Task instructions:
Starting with the line that contains "Write the network" and stopping after the line that contains "Turn all roads", return each line below exactly as written, with no others.

Items listed in a dataset

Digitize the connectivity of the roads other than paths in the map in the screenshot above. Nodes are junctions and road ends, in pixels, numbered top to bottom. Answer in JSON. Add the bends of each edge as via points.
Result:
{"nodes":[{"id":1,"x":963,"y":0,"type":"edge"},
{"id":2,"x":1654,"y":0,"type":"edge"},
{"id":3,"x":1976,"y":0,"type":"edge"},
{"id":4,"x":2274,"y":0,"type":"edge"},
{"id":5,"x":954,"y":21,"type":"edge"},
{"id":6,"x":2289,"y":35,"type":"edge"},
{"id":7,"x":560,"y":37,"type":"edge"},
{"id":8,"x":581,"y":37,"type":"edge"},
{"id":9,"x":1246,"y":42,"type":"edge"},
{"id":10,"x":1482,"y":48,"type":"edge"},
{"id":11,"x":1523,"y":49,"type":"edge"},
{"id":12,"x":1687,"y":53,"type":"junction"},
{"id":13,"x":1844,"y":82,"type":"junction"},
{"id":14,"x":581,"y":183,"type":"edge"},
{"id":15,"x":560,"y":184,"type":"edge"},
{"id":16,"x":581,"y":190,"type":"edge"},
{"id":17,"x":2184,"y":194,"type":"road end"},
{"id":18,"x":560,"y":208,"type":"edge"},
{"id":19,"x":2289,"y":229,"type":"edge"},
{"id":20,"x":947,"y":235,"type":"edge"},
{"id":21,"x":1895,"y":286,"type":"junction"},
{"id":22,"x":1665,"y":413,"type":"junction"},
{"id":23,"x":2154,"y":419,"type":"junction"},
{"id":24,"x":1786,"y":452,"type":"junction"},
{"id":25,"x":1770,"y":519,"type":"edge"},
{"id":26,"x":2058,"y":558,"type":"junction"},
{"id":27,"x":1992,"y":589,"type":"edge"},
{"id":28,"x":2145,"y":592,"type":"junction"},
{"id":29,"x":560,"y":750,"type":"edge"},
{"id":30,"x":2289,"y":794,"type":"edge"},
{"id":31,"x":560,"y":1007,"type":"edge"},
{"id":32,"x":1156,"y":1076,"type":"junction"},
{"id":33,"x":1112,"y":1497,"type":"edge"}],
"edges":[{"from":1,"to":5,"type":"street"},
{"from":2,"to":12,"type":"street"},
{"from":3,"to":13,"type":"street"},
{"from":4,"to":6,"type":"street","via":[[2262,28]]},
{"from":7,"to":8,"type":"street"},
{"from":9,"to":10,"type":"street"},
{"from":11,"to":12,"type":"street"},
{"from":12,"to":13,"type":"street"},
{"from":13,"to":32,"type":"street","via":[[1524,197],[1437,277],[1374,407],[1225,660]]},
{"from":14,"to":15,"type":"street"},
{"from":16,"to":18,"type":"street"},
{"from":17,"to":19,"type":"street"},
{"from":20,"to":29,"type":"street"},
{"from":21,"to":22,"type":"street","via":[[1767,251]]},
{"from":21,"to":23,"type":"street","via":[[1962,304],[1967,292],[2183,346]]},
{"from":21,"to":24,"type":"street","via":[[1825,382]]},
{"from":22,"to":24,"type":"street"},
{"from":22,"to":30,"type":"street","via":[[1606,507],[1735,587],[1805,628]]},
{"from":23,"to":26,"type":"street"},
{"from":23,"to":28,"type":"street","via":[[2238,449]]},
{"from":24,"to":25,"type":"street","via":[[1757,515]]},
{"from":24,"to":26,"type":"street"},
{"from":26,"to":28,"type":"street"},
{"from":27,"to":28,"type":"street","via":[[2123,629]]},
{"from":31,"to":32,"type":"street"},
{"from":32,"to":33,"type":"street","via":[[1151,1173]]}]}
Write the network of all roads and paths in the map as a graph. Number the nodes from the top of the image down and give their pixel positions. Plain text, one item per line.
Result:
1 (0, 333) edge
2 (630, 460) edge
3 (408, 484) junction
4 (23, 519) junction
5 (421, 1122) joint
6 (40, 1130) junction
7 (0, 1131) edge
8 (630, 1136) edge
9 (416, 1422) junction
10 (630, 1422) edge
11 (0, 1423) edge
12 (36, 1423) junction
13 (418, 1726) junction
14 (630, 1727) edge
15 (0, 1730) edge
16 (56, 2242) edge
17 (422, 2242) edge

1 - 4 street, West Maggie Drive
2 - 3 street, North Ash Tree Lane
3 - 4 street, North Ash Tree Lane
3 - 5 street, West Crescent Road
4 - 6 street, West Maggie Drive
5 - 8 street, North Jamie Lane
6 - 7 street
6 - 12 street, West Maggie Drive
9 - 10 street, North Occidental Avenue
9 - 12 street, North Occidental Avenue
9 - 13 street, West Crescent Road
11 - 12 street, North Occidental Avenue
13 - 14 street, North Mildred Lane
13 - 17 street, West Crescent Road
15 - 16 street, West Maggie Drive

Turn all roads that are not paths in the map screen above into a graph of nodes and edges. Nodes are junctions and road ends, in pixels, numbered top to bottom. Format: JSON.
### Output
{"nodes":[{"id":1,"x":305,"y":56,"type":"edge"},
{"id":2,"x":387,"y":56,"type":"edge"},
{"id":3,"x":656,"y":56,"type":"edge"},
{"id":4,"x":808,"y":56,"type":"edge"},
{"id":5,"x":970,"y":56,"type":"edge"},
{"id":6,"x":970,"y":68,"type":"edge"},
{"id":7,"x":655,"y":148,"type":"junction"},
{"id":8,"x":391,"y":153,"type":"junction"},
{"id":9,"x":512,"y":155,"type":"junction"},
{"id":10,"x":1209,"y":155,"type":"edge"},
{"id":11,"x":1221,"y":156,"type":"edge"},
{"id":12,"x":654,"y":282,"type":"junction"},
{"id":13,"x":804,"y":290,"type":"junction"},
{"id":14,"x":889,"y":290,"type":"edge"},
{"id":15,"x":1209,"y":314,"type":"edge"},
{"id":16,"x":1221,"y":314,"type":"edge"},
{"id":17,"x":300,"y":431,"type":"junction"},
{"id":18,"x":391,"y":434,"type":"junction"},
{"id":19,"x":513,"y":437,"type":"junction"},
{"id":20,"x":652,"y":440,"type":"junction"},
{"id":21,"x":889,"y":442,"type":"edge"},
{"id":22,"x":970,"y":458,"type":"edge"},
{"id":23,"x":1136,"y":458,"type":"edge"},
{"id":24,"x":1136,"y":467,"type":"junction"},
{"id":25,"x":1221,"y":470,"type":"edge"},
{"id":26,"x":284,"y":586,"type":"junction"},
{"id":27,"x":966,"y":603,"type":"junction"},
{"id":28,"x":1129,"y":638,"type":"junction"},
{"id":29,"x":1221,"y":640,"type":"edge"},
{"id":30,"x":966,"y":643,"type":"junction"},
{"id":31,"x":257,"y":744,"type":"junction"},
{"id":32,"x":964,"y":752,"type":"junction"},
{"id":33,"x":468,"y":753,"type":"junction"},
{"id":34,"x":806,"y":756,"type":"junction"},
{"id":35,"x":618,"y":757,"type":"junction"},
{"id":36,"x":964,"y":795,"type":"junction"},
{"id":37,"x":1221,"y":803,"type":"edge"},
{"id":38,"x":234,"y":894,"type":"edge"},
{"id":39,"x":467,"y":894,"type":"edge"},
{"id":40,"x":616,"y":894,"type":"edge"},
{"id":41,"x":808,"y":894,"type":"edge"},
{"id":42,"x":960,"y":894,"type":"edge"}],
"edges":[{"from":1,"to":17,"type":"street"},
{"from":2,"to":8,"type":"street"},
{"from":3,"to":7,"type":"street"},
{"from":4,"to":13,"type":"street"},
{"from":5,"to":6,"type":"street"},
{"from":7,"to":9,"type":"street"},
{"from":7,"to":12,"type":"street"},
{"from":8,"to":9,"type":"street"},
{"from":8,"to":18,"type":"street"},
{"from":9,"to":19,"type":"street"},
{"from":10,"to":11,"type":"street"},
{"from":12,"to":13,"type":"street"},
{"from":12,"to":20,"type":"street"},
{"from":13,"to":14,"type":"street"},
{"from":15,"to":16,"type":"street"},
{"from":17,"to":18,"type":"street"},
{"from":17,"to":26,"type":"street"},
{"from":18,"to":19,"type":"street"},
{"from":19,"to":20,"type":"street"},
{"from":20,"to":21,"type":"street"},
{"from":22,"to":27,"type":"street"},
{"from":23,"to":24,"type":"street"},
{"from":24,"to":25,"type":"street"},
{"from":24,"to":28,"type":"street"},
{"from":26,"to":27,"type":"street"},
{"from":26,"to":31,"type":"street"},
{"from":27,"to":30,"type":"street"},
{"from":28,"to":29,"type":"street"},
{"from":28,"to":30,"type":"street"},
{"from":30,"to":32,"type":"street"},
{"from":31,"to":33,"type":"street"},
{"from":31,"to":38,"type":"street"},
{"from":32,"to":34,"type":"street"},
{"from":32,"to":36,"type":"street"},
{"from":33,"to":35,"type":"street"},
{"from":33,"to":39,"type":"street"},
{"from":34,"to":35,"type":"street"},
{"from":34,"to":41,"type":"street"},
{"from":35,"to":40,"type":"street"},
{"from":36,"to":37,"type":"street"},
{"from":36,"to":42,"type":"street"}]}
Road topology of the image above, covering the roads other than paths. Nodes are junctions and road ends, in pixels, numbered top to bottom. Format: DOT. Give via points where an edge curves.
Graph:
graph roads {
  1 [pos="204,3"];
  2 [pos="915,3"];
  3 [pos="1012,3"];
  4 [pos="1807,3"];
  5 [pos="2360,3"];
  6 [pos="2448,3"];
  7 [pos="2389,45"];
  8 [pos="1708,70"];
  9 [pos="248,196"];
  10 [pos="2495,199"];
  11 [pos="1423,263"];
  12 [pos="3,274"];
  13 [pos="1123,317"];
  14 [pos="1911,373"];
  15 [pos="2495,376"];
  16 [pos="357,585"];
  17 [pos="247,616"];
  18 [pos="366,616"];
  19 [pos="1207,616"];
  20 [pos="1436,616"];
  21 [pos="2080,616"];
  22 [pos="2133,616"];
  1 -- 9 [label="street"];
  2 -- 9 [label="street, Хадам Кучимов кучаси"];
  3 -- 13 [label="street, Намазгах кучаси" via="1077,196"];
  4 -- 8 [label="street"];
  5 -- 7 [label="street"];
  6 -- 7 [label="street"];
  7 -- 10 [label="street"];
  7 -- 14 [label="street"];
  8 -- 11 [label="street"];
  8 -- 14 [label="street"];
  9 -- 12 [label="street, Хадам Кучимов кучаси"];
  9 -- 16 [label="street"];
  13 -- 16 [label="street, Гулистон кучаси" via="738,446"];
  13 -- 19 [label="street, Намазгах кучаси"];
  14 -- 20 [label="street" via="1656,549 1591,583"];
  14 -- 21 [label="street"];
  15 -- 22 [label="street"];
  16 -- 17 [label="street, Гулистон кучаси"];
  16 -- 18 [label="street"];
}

Answer to this exercise:
Write the network of all roads and paths in the map as a graph. Number the nodes from the top of the image down and give their pixel positions. Plain text, one item per line.
Result:
1 (0, 333) edge
2 (630, 460) edge
3 (408, 484) junction
4 (23, 519) junction
5 (421, 1122) joint
6 (40, 1130) junction
7 (0, 1131) edge
8 (630, 1136) edge
9 (416, 1422) junction
10 (630, 1422) edge
11 (0, 1423) edge
12 (36, 1423) junction
13 (418, 1726) junction
14 (630, 1727) edge
15 (0, 1730) edge
16 (56, 2242) edge
17 (422, 2242) edge

1 - 4 street, West Maggie Drive
2 - 3 street, North Ash Tree Lane
3 - 4 street, North Ash Tree Lane
3 - 5 street, West Crescent Road
4 - 6 street, West Maggie Drive
5 - 8 street, North Jamie Lane
6 - 7 street
6 - 12 street, West Maggie Drive
9 - 10 street, North Occidental Avenue
9 - 12 street, North Occidental Avenue
9 - 13 street, West Crescent Road
11 - 12 street, North Occidental Avenue
13 - 14 street, North Mildred Lane
13 - 17 street, West Crescent Road
15 - 16 street, West Maggie Drive

Turn all roads that are not paths in the map screen above into a graph of nodes and edges. Nodes are junctions and road ends, in pixels, numbered top to bottom. Format: JSON.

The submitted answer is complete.